## TASK
Give the total of lines holding the word "from" in the records below, and nothing else.

## INPUT DATA
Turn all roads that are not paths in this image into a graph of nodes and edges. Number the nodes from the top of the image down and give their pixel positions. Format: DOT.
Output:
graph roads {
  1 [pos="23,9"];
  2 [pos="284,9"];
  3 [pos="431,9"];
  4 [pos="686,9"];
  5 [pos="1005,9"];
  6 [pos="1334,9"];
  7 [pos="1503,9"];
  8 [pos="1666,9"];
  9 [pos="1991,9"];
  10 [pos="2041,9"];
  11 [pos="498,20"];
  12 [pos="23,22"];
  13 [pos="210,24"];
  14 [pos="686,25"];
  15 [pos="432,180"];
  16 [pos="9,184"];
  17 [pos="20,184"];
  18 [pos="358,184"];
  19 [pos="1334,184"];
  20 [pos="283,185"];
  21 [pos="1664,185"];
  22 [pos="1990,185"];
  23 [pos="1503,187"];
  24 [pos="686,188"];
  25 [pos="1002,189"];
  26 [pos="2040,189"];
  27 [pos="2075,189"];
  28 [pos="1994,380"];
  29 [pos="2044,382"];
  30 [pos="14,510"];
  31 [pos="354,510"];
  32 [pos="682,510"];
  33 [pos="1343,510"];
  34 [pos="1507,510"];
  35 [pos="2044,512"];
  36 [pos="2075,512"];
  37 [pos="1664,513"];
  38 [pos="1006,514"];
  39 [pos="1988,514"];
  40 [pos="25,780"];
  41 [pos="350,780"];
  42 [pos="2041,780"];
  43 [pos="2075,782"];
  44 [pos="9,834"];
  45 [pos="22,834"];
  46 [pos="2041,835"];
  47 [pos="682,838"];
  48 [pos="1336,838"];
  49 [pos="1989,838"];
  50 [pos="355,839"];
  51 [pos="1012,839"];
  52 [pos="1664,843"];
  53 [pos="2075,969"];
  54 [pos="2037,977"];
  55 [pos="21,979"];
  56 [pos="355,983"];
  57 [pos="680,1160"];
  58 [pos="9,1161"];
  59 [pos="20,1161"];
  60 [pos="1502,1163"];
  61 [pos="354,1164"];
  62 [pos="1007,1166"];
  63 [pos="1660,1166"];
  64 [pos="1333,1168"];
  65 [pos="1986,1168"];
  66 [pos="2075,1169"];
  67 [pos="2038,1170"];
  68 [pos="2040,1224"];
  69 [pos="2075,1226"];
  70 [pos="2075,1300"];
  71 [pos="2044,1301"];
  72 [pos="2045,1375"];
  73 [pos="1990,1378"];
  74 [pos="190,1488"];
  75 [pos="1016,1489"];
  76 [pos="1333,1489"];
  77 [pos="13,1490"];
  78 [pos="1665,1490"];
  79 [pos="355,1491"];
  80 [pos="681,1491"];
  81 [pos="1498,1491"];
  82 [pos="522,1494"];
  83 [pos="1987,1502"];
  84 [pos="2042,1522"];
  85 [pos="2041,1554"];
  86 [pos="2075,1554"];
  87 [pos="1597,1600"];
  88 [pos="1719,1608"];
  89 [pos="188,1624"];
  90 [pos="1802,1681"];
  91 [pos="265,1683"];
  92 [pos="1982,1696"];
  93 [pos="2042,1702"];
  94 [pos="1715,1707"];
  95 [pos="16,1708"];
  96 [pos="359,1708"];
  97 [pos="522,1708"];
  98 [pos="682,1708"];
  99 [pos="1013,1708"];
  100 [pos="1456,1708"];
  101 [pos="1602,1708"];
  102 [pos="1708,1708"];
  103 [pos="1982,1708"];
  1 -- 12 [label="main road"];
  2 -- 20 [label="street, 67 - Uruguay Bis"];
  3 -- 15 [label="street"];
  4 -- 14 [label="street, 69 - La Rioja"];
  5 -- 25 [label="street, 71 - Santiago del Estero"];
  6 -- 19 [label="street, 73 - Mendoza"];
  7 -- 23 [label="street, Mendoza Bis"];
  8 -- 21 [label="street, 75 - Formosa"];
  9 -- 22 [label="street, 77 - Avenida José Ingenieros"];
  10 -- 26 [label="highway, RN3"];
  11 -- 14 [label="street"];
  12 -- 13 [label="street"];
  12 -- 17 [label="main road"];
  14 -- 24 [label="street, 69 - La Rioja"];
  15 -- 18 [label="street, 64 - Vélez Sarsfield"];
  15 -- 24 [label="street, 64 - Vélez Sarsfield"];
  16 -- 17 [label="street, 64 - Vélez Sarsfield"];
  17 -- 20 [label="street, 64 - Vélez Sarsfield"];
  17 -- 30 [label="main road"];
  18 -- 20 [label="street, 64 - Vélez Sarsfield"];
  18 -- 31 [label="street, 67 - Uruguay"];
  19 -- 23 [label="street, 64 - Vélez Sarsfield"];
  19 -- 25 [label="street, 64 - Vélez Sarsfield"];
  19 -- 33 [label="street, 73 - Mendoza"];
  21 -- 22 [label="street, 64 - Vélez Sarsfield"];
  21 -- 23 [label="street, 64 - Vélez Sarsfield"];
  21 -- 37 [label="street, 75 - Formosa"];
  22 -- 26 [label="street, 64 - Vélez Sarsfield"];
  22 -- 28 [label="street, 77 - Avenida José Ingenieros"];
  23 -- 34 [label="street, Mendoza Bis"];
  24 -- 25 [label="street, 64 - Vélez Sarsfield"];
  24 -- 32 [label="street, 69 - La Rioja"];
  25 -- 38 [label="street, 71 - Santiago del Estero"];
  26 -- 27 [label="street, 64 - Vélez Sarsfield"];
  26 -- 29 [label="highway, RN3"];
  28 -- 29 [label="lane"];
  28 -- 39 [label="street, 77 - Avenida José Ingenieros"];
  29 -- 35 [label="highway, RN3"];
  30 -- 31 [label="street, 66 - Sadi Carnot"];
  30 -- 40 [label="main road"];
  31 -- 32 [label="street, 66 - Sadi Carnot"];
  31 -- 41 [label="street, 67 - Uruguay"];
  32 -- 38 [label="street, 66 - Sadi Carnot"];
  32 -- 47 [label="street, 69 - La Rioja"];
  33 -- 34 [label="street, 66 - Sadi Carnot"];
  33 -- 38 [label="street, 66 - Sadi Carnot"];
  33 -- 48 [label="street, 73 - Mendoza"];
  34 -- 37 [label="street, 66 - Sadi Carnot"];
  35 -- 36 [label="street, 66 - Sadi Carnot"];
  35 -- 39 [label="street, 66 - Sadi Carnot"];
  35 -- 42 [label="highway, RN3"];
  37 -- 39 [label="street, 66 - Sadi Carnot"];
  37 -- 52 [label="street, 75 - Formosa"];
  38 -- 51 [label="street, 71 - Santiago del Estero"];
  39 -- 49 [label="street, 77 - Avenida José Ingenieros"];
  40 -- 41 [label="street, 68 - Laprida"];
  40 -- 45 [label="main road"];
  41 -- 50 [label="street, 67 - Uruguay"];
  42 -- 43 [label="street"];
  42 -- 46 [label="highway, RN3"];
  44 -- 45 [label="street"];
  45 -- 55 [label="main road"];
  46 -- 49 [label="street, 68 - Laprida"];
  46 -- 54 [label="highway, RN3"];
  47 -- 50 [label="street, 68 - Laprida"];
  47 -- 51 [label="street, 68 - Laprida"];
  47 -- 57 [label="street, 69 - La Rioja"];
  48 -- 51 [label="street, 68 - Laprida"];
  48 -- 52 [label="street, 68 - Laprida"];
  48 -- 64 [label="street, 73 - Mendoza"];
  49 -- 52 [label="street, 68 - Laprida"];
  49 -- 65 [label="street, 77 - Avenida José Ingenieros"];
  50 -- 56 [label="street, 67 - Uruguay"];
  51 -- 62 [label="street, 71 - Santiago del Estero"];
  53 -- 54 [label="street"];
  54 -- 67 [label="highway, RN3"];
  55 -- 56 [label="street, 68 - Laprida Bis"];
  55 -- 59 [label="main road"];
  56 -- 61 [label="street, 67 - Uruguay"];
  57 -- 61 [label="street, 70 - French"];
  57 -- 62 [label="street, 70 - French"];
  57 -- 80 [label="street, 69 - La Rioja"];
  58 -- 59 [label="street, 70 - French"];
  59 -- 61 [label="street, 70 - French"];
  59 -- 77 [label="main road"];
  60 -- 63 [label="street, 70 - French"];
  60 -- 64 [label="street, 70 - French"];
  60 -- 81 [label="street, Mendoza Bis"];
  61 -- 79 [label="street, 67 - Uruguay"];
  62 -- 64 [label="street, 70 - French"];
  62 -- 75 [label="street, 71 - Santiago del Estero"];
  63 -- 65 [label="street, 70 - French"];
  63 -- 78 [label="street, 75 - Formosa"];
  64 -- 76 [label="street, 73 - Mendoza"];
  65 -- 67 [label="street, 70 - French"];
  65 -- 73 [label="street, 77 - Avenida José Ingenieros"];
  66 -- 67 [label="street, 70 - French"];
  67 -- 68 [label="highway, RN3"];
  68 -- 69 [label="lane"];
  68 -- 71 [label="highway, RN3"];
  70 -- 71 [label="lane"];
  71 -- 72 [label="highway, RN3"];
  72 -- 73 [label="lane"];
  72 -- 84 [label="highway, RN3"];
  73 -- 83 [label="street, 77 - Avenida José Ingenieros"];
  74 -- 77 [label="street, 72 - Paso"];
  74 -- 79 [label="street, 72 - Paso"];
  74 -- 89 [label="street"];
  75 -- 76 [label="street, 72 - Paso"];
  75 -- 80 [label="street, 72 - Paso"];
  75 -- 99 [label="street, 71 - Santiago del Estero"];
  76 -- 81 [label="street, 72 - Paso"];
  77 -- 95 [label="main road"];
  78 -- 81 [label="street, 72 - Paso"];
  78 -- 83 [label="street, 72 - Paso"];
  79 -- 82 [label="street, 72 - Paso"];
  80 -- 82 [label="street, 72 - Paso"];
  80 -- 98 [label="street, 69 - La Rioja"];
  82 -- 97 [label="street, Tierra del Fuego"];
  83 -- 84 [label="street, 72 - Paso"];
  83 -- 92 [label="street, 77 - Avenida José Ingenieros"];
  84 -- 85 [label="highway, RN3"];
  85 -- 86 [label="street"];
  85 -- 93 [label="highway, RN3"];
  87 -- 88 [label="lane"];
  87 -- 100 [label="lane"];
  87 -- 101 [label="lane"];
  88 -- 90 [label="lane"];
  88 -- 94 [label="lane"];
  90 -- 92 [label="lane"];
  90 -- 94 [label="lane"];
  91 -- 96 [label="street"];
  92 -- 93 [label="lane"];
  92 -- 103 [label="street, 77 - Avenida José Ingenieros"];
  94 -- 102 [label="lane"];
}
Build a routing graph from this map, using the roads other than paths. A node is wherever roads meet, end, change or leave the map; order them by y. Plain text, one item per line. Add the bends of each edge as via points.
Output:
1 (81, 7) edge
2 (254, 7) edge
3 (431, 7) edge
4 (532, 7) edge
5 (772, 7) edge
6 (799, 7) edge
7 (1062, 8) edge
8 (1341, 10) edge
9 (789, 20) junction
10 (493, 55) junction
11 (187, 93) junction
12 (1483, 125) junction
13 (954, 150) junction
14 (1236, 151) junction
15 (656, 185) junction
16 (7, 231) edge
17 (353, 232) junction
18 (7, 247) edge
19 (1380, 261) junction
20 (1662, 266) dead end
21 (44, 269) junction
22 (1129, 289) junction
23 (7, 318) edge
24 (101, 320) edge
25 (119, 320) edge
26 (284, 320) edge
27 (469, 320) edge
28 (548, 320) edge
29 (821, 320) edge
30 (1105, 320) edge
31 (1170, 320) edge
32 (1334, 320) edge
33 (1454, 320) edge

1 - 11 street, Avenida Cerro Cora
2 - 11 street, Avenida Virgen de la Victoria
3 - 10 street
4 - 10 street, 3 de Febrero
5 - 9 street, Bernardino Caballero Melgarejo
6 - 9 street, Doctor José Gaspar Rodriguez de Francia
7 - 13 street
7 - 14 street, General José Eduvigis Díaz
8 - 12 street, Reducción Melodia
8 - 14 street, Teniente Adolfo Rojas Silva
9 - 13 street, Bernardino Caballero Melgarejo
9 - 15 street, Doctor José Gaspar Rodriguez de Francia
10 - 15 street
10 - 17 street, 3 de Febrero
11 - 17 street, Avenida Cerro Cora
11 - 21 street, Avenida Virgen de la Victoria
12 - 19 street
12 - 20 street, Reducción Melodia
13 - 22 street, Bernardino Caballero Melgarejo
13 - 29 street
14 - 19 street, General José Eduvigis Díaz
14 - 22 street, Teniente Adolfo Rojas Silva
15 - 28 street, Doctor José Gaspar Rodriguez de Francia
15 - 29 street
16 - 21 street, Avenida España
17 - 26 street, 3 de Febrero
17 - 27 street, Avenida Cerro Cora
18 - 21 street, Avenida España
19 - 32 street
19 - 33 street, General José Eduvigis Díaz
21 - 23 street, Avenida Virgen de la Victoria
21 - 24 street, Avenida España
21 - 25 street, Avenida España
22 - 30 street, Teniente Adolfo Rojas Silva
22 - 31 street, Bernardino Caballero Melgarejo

## ANSWER BELOW
2